Happy Mrs. Monday everybody! Got some great new dishes coming your way! Let’s talk about today’s recipe. Made with couscous, this would be a more traditional North African dish. We are substituting basmati rice for the couscous. There are some very interesting flavors in this dish! Cinnamon and cloves add a nice little spice to it. Normally, I’m not a cinnamon fan. It’s very subtle in this dish.
Let’s get started!
Our list of ingredients includes vegetable stock, brown basmati rice, a cinnamon stick, whole cloves, a yellow onion, a carrot, a sweet potato, cauliflower, garlic, peas, and cilantro. A quick word about our ingredients- I gave Mr. FBBQ a list of things I needed. It was a rough list, nothing fancy, scribbled. On it, I wrote “carrot.” He took this quite literally and got me one single carrot. It was a pretty pathetic carrot too. Not in great shape. But, it worked! As far as the peas, I used frozen peas. They, too, worked just fine. Lastly, I stole the yellow onion Mr. FBBQ was planning on using in his recipe. Karma for the carrot.

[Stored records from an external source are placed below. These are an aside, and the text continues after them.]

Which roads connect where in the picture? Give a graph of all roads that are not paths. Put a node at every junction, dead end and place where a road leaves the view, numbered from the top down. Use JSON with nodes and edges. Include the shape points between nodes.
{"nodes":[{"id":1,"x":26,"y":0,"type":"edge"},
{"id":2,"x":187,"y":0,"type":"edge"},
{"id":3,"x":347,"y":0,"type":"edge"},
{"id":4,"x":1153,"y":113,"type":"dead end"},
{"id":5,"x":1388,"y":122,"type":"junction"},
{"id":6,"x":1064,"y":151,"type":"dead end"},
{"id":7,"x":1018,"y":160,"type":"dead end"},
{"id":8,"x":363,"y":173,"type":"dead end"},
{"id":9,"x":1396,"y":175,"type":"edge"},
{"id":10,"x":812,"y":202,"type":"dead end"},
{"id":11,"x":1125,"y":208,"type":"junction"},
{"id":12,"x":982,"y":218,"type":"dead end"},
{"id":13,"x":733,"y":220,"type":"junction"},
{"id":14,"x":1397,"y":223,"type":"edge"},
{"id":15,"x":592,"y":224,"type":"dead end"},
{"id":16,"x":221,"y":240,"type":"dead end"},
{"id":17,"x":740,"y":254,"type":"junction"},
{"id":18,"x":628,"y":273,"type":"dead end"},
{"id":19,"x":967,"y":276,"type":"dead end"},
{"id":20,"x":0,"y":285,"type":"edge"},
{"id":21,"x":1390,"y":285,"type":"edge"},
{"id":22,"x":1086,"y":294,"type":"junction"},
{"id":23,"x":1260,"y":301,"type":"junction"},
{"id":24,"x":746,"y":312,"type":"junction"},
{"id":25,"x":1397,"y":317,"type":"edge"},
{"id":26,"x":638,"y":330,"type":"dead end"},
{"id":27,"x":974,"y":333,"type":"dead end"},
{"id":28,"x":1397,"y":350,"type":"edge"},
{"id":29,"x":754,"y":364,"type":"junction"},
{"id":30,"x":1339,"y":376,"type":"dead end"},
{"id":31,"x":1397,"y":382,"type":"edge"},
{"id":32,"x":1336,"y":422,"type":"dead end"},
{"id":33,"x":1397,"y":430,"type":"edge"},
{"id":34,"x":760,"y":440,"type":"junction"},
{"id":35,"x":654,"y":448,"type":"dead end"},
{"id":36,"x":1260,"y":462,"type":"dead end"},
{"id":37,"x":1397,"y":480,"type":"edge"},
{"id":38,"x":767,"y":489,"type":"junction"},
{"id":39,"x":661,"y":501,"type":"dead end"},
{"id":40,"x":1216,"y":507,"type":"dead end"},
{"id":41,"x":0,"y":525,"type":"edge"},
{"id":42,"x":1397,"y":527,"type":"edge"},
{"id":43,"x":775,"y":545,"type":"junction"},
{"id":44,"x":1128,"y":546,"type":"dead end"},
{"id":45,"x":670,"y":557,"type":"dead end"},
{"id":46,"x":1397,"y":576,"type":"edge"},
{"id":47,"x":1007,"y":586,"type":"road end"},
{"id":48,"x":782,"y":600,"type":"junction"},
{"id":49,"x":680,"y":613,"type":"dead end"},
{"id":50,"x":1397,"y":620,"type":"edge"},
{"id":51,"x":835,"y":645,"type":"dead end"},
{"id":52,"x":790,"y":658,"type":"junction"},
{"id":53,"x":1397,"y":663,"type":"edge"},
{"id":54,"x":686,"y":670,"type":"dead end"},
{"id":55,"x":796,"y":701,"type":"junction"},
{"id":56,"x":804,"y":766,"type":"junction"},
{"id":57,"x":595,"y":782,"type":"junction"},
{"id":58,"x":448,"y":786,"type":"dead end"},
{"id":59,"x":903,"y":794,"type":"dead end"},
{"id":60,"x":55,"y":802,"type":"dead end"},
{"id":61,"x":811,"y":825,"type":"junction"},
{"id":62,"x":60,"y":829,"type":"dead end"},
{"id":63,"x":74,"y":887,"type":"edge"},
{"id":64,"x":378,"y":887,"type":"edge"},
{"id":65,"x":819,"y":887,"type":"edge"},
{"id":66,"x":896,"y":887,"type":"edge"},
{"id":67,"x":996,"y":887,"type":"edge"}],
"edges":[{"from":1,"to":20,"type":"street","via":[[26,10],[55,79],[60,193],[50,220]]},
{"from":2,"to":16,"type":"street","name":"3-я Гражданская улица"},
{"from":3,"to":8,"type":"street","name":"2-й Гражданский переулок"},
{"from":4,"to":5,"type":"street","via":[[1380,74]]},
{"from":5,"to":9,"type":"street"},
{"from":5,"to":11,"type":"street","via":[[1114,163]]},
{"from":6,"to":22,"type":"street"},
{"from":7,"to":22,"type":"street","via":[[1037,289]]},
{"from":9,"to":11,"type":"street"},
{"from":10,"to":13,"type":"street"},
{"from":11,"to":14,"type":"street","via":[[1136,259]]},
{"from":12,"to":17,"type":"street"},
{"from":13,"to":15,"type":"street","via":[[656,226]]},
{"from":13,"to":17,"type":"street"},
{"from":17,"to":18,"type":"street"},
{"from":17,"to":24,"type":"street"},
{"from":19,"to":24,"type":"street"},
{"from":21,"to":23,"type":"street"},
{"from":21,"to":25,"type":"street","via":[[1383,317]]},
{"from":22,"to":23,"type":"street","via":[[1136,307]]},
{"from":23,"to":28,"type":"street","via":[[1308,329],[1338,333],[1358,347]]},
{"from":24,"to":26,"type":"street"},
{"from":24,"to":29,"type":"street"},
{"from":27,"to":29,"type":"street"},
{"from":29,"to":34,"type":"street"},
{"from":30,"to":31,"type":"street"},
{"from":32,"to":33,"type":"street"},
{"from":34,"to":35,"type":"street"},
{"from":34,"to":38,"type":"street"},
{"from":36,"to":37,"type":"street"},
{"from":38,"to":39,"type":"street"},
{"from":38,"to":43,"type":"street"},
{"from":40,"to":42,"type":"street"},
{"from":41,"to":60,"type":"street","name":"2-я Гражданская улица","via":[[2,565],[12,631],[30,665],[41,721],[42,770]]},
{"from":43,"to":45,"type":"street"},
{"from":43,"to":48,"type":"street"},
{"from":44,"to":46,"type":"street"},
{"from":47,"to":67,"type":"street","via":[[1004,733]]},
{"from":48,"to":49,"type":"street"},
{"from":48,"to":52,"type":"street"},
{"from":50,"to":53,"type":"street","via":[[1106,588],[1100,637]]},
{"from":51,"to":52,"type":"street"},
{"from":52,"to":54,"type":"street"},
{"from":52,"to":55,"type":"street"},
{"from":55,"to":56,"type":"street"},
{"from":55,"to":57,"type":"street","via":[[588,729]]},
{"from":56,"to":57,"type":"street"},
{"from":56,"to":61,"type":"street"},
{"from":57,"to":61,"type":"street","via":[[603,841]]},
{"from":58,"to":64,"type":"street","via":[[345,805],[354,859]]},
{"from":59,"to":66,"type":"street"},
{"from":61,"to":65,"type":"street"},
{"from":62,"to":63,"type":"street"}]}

There were a lot of moving parts to this recipe. To start, boil the vegetable stock with the cinnamon stick and cloves. Add the basmati rice and let this simmer until the water is soaked up. The recipe says to remove the cinnamon stick and cloves prior to eating. Good luck with that. The cinnamon stick was not a problem. Those stupid cloves are tiny and I ended up accidentally eating one later. It was not very good.
While the basmati rice is cooking, chop up your carrots, onion, garlic, sweet potato, and cauliflower. I put the cauliflower and sweet potato in the vegetable steamer to soften them up a bit. I then added the carrots, onion, and garlic to a pot and sauteed them.
Once the sweet potatoes and cauliflower were soft, I added those to the carrots, onion, and garlic in the pot. Throw some peas in there and add the rice (minus most of the cloves, or all of them if you have the patience, unlike me). Mix it all up, garnish with cilantro, and you are ready to enjoy!